* Your instructions *
Report each line of the records below that holds the word "graph".

Stored data
··········

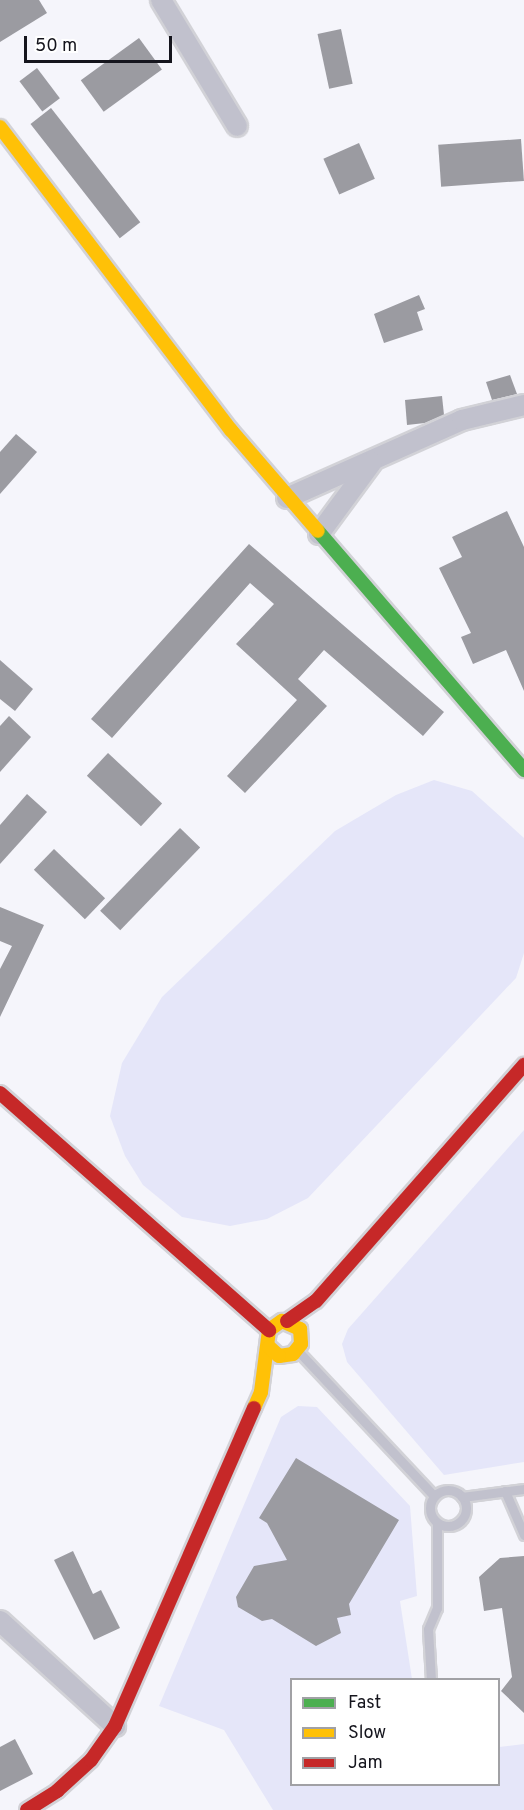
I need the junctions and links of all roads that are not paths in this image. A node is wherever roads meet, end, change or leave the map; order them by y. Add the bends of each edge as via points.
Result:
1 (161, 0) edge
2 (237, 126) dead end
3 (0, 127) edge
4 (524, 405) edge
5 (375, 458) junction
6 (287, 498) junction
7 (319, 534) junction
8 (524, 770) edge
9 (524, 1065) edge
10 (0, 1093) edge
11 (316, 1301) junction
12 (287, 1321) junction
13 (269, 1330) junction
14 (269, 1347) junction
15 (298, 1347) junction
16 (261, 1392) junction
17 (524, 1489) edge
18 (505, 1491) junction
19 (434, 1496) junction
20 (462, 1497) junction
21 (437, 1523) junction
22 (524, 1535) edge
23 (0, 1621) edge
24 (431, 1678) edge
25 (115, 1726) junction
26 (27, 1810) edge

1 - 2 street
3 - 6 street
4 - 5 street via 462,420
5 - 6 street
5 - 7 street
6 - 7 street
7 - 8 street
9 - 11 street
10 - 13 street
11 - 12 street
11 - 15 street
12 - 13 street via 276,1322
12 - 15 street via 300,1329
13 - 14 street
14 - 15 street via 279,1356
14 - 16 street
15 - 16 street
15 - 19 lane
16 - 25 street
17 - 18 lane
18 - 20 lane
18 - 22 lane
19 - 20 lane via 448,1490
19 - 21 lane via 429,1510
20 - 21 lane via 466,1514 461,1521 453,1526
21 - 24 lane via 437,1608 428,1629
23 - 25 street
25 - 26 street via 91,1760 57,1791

··········

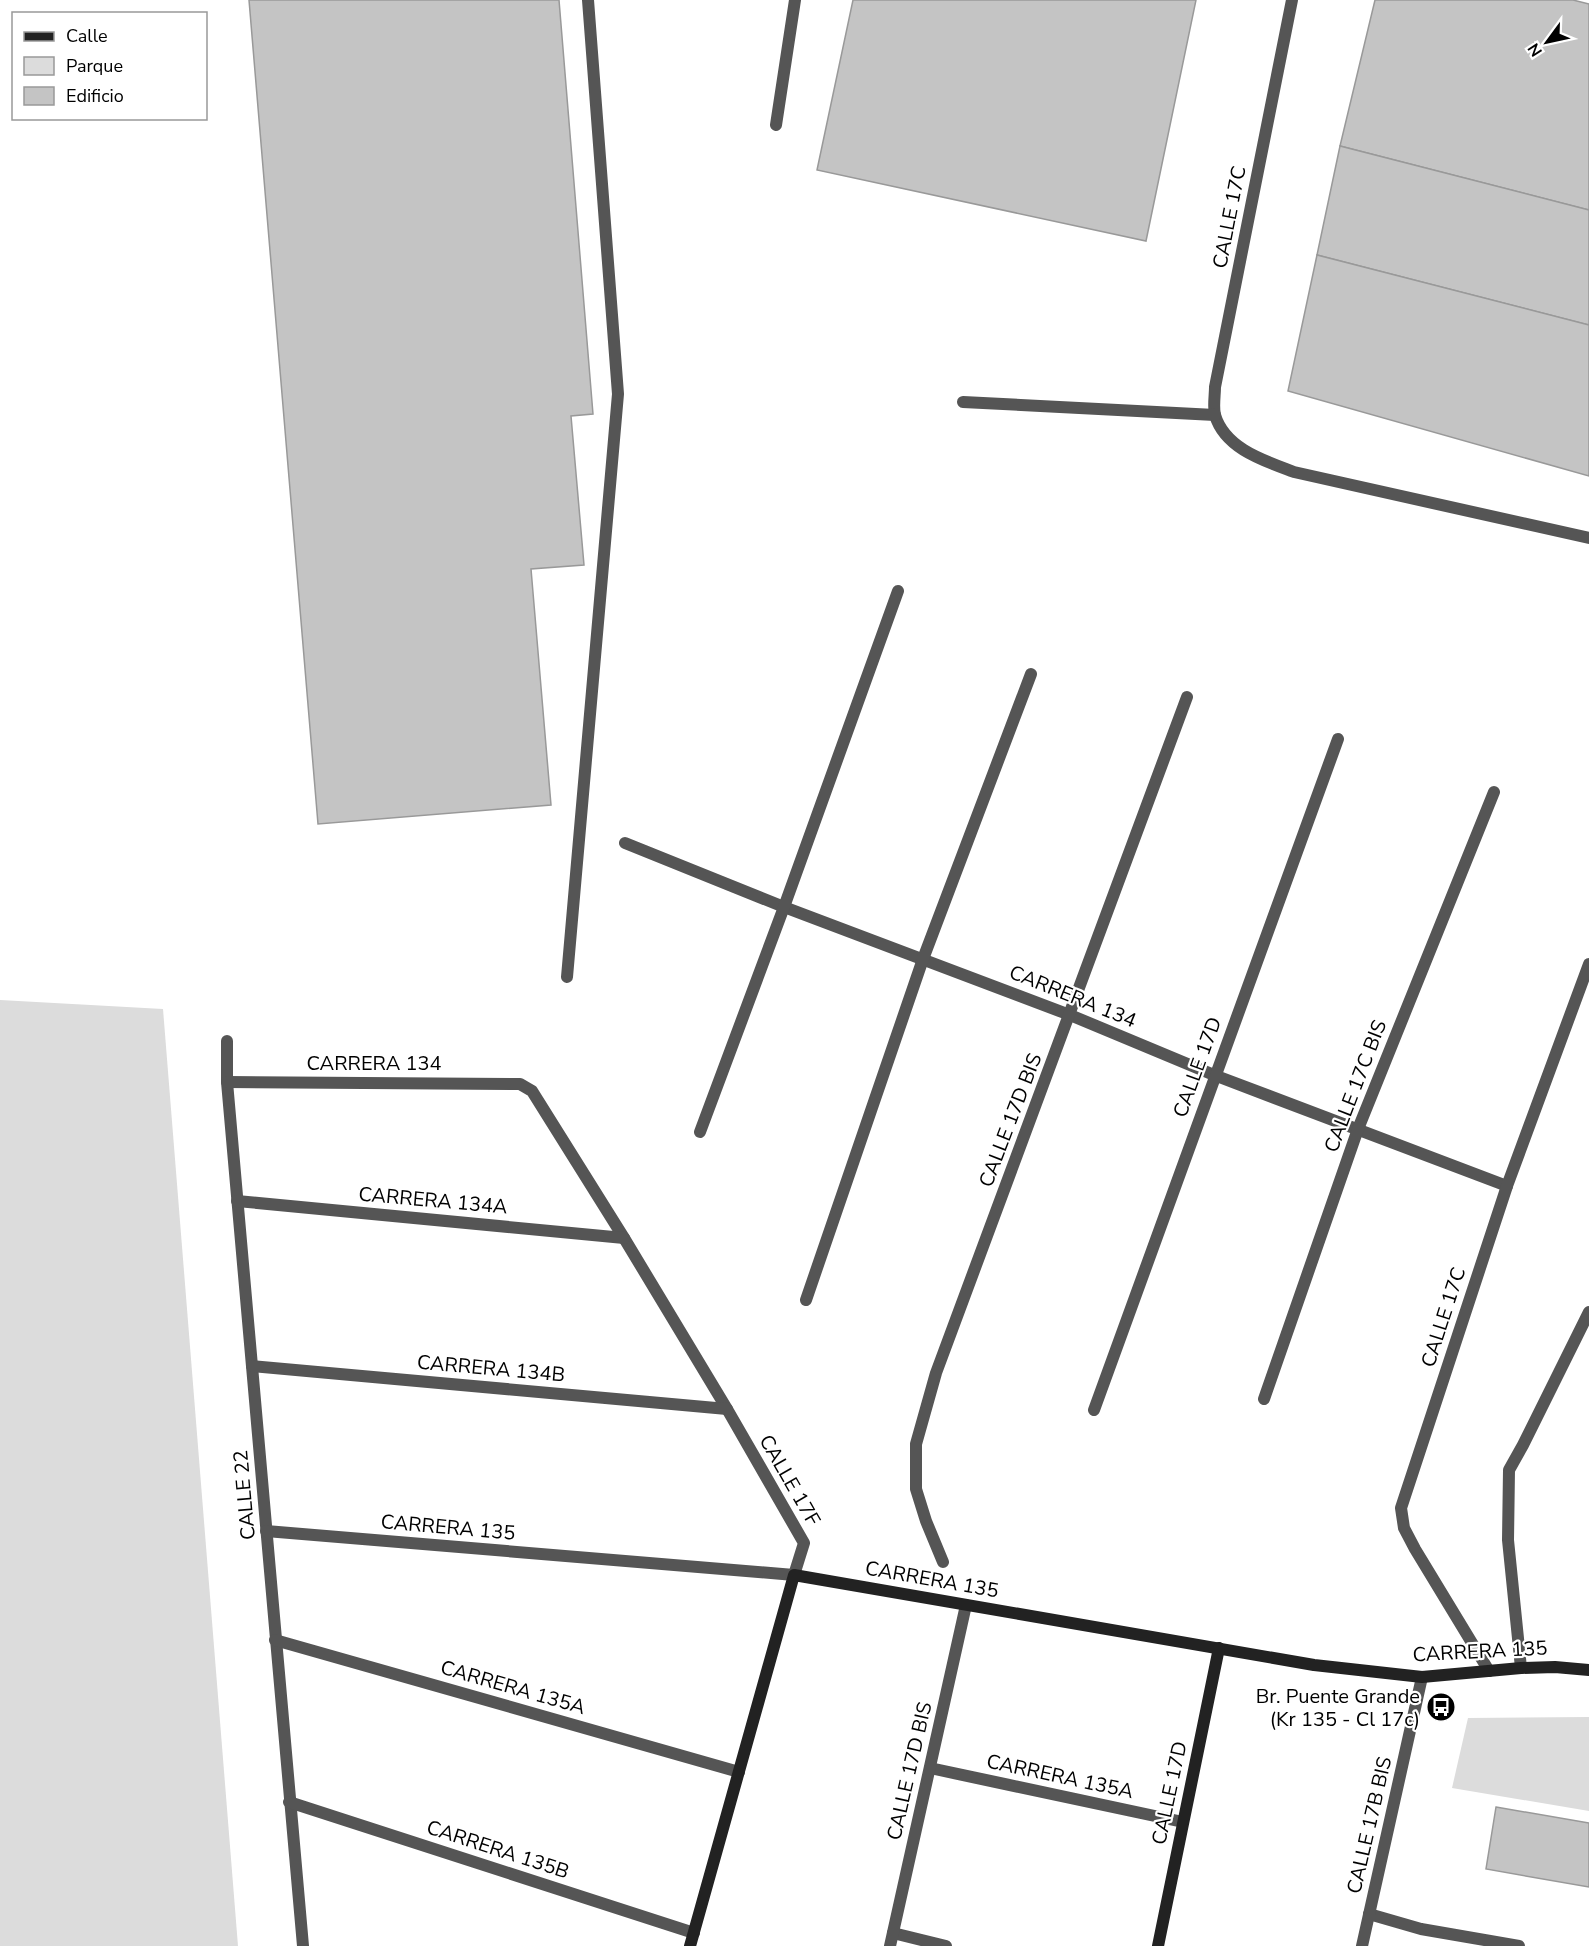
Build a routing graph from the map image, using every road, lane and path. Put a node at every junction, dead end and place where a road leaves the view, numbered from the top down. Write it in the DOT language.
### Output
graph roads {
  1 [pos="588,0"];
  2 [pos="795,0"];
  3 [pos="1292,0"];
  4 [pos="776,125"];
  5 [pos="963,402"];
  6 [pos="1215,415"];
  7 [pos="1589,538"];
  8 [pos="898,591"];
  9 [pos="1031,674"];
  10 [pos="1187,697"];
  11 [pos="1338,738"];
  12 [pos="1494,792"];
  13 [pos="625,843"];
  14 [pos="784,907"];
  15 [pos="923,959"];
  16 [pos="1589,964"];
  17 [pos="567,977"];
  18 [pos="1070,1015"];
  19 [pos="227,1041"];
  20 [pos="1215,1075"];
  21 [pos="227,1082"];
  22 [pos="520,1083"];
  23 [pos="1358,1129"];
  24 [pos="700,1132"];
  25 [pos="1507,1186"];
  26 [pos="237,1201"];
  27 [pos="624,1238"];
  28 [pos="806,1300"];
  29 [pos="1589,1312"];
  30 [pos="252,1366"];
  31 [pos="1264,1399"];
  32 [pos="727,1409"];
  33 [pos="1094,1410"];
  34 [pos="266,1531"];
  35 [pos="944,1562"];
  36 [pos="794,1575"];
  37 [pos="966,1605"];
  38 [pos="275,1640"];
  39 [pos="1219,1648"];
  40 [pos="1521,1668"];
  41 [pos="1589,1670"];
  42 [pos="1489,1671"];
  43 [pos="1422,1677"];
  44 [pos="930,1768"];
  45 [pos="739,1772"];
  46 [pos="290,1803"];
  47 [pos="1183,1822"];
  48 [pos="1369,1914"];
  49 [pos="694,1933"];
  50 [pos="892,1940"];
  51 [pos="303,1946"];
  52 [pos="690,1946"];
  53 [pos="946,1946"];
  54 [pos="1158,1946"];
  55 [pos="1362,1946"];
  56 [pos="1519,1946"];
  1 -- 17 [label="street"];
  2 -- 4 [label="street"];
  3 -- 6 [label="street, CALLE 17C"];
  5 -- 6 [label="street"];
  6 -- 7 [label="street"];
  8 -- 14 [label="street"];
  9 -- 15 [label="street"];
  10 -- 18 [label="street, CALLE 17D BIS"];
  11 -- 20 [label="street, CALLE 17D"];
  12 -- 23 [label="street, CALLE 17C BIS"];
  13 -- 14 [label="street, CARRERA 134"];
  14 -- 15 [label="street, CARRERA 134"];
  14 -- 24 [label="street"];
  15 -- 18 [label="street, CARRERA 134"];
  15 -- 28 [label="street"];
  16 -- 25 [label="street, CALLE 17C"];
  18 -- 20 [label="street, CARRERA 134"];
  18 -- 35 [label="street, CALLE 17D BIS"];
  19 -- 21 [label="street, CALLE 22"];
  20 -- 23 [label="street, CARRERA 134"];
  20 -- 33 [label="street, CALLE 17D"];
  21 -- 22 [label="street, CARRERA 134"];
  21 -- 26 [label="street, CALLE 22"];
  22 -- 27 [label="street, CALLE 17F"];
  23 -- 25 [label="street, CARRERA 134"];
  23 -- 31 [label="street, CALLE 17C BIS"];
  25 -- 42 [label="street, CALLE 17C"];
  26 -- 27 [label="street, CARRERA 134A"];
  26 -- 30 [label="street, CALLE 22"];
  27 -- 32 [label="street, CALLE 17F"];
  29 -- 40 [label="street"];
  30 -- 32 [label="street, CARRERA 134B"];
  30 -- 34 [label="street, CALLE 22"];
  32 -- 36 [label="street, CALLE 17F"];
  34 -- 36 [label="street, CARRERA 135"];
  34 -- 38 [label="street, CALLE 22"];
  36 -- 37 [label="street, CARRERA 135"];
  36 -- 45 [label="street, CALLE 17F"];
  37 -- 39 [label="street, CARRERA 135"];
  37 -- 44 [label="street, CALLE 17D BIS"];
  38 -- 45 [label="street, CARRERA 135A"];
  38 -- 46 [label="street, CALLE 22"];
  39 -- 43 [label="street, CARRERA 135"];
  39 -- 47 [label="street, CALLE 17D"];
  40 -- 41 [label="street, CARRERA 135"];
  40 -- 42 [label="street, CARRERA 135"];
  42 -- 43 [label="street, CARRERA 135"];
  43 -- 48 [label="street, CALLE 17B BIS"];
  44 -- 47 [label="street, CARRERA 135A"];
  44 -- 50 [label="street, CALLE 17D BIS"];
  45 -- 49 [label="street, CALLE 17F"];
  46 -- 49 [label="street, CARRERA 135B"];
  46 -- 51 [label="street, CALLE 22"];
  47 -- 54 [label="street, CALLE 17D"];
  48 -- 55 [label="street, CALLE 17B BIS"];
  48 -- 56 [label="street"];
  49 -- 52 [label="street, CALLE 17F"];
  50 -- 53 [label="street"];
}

··········

* Exercise output *
Build a routing graph from the map image, using every road, lane and path. Put a node at every junction, dead end and place where a road leaves the view, numbered from the top down. Write it in the DOT language.
graph roads {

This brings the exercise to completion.